Over the past decade, computing resources that were previously available only to large organizations became available to almost anyone. Using cloud-scale development platforms like Amazon Web Services, developers can write software that runs on hundreds or even thousands of servers, and do so relatively cheaply.

But it is still difficult to write software that makes efficient use of this abundant computing. For some projects, like creating websites, there are well-known software architectures that work reasonably well. In other areas, there’s been progress building generalized tools (for example, Hadoop in data processing). For the most part, however, developers need to solve the parallelization problem over and over again for each application they develop. New tools that help them do this are sorely needed.

Today, I am excited to announce that a16z is investing $20M in Improbable, a London-based company that was founded by a group of computer scientists from the University of Cambridge. Improbable’s technology solves the parallelization problem for an important class of problems: anything that can be defined as a set of entities that interact in space. This basically means any problem where you want to build a simulated world. Developers who use Improbable can write code as if it will run on only one machine (using whatever simulation software they prefer, including popular gaming/physics engines like Unity and Unreal), without having to think about parallelization. Improbable automatically distributes their code across hundreds or even thousands of machines, which then work together to create a seamlessly integrated, simulated world.

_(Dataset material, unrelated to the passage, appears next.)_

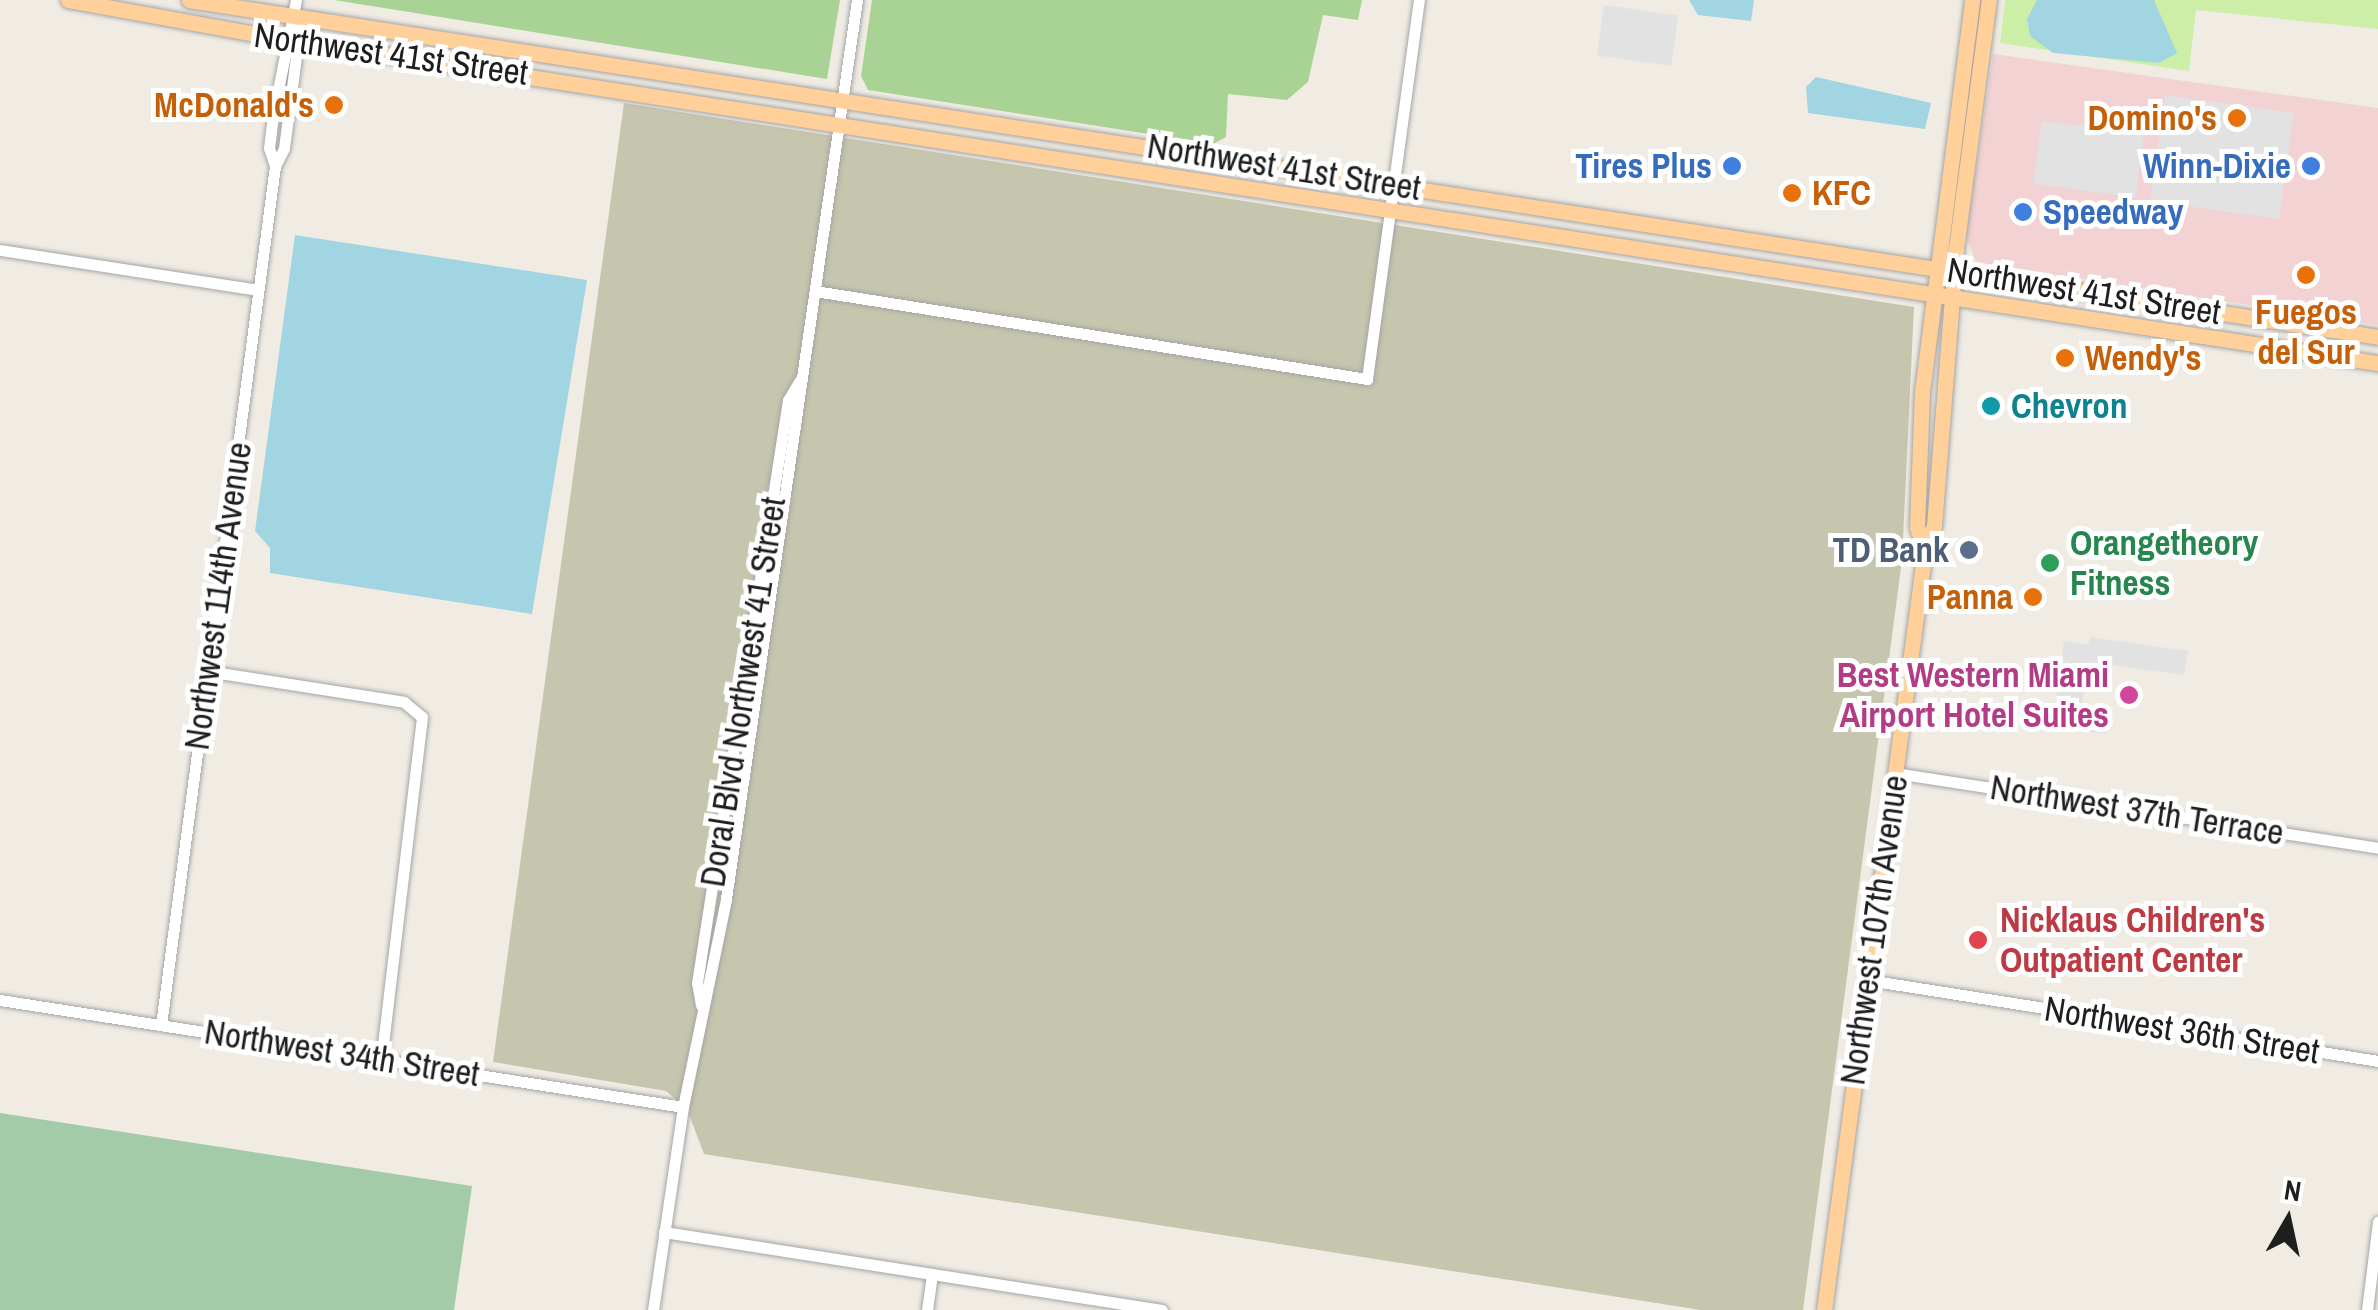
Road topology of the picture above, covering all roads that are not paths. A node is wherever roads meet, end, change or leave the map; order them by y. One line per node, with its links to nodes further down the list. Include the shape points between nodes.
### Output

The Improbable team had to solve multiple hard problems to make this work. Think of their tech as a “spatial operating system”: for every object in the world — a person, a car, a microbe —the system assigns “ownership” of different parts of that entity to various worker programs. As entities move around (according to whatever controls them  — code, humans, real-world sensors) they interact with other entities. Often these interactions happen across machines, so Improbable needs to handle inter-machine messaging. Sometimes entities need to be reassigned to new hardware to load balance. When hardware fails or network conditions degrade, Improbable automatically reassigns the workload and adjusts the network flow. Getting the system to work at scale under real-world conditions is a very hard problem that took the Improbable team years of R&D.

One initial application for the Improbable technology is in gaming. Game developers have been trying to build virtual worlds for decades, but until now those worlds have been relatively small, usually running on only a handful of servers and relying on hacks to create the illusion of scale. With Improbable, developers can now create games with millions of persistent, complex, interacting entities. In addition, they can spend their time inventing game features instead of building back-end systems.

Beyond gaming, Improbable is useful in any field that models complex systems — biology, economics, defense, urban planning, transportation, disease prevention, etc. Think of simulations as the flip side to “big data.” Data science is useful when you already have large data sets. Simulations are useful when you know how parts of the system work and want to generate data about the system as a whole. Simulations are especially well suited for asking hypothetical questions: what would happen to the world if we changed X and Y? How could we change X and Y to get the outcome we want?

Improbable was started three years ago at Cambridge by Herman Narula and Rob Whitehead. They have since built an outstanding team of engineers and computer scientists from companies like Google and top UK computer science programs. They’ve done all of this on a small seed financing, supplemented by customer revenue and research grants. We are thrilled to partner with Improbable on their mission to develop and popularize simulated worlds.